[[ Source information open ]]
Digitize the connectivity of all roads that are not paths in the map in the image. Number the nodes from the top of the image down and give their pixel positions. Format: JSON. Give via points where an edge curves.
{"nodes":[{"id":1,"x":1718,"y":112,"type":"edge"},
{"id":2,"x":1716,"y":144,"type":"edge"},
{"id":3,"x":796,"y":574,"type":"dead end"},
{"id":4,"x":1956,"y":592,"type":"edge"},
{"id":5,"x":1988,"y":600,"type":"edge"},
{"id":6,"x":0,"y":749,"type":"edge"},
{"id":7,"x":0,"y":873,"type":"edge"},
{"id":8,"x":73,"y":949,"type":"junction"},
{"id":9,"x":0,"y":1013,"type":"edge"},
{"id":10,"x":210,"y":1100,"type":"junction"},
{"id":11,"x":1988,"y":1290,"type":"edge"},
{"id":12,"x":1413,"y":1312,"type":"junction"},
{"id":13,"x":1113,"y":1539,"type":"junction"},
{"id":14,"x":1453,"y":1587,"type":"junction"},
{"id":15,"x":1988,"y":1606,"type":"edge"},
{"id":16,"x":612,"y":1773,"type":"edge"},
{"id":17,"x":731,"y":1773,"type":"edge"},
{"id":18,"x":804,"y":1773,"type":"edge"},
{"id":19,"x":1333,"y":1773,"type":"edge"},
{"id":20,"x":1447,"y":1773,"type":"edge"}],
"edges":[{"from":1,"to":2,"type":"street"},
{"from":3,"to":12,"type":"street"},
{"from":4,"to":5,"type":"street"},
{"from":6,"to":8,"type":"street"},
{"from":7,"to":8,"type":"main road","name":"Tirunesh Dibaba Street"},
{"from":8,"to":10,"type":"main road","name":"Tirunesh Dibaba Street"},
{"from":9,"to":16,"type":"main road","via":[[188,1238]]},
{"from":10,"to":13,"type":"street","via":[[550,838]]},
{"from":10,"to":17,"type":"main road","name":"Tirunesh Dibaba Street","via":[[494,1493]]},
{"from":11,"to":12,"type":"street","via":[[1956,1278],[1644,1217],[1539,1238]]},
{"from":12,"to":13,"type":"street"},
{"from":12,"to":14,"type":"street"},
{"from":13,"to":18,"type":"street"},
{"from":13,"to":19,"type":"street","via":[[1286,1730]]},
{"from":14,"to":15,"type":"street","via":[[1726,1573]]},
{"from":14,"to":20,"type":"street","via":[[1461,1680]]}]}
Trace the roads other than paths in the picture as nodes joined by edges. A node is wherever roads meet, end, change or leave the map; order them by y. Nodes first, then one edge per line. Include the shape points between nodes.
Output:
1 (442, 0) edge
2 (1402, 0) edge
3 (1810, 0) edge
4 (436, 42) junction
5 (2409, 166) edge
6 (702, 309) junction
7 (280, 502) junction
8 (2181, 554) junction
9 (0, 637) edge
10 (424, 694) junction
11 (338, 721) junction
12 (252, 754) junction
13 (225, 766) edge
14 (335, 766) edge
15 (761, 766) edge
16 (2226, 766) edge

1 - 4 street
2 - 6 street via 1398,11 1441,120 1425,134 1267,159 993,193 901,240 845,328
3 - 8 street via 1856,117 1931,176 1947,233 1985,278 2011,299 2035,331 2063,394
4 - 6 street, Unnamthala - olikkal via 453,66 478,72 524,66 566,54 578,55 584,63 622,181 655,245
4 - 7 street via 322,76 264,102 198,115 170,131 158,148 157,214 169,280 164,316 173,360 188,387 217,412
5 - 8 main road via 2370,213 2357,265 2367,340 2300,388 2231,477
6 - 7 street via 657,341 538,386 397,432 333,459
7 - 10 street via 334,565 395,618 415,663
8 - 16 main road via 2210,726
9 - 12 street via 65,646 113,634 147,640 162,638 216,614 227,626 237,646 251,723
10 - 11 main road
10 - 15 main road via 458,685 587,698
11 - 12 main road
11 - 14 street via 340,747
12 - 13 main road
[[ Source information closed ]]
Transcribe the data above verbatim.

** Worked solution **
Digitize the connectivity of all roads that are not paths in the map in the image. Number the nodes from the top of the image down and give their pixel positions. Format: JSON. Give via points where an edge curves.
{"nodes":[{"id":1,"x":1718,"y":112,"type":"edge"},
{"id":2,"x":1716,"y":144,"type":"edge"},
{"id":3,"x":796,"y":574,"type":"dead end"},
{"id":4,"x":1956,"y":592,"type":"edge"},
{"id":5,"x":1988,"y":600,"type":"edge"},
{"id":6,"x":0,"y":749,"type":"edge"},
{"id":7,"x":0,"y":873,"type":"edge"},
{"id":8,"x":73,"y":949,"type":"junction"},
{"id":9,"x":0,"y":1013,"type":"edge"},
{"id":10,"x":210,"y":1100,"type":"junction"},
{"id":11,"x":1988,"y":1290,"type":"edge"},
{"id":12,"x":1413,"y":1312,"type":"junction"},
{"id":13,"x":1113,"y":1539,"type":"junction"},
{"id":14,"x":1453,"y":1587,"type":"junction"},
{"id":15,"x":1988,"y":1606,"type":"edge"},
{"id":16,"x":612,"y":1773,"type":"edge"},
{"id":17,"x":731,"y":1773,"type":"edge"},
{"id":18,"x":804,"y":1773,"type":"edge"},
{"id":19,"x":1333,"y":1773,"type":"edge"},
{"id":20,"x":1447,"y":1773,"type":"edge"}],
"edges":[{"from":1,"to":2,"type":"street"},
{"from":3,"to":12,"type":"street"},
{"from":4,"to":5,"type":"street"},
{"from":6,"to":8,"type":"street"},
{"from":7,"to":8,"type":"main road","name":"Tirunesh Dibaba Street"},
{"from":8,"to":10,"type":"main road","name":"Tirunesh Dibaba Street"},
{"from":9,"to":16,"type":"main road","via":[[188,1238]]},
{"from":10,"to":13,"type":"street","via":[[550,838]]},
{"from":10,"to":17,"type":"main road","name":"Tirunesh Dibaba Street","via":[[494,1493]]},
{"from":11,"to":12,"type":"street","via":[[1956,1278],[1644,1217],[1539,1238]]},
{"from":12,"to":13,"type":"street"},
{"from":12,"to":14,"type":"street"},
{"from":13,"to":18,"type":"street"},
{"from":13,"to":19,"type":"street","via":[[1286,1730]]},
{"from":14,"to":15,"type":"street","via":[[1726,1573]]},
{"from":14,"to":20,"type":"street","via":[[1461,1680]]}]}
Trace the roads other than paths in the picture as nodes joined by edges. A node is wherever roads meet, end, change or leave the map; order them by y. Nodes first, then one edge per line. Include the shape points between nodes.
Output:
1 (442, 0) edge
2 (1402, 0) edge
3 (1810, 0) edge
4 (436, 42) junction
5 (2409, 166) edge
6 (702, 309) junction
7 (280, 502) junction
8 (2181, 554) junction
9 (0, 637) edge
10 (424, 694) junction
11 (338, 721) junction
12 (252, 754) junction
13 (225, 766) edge
14 (335, 766) edge
15 (761, 766) edge
16 (2226, 766) edge

1 - 4 street
2 - 6 street via 1398,11 1441,120 1425,134 1267,159 993,193 901,240 845,328
3 - 8 street via 1856,117 1931,176 1947,233 1985,278 2011,299 2035,331 2063,394
4 - 6 street, Unnamthala - olikkal via 453,66 478,72 524,66 566,54 578,55 584,63 622,181 655,245
4 - 7 street via 322,76 264,102 198,115 170,131 158,148 157,214 169,280 164,316 173,360 188,387 217,412
5 - 8 main road via 2370,213 2357,265 2367,340 2300,388 2231,477
6 - 7 street via 657,341 538,386 397,432 333,459
7 - 10 street via 334,565 395,618 415,663
8 - 16 main road via 2210,726
9 - 12 street via 65,646 113,634 147,640 162,638 216,614 227,626 237,646 251,723
10 - 11 main road
10 - 15 main road via 458,685 587,698
11 - 12 main road
11 - 14 street via 340,747
12 - 13 main road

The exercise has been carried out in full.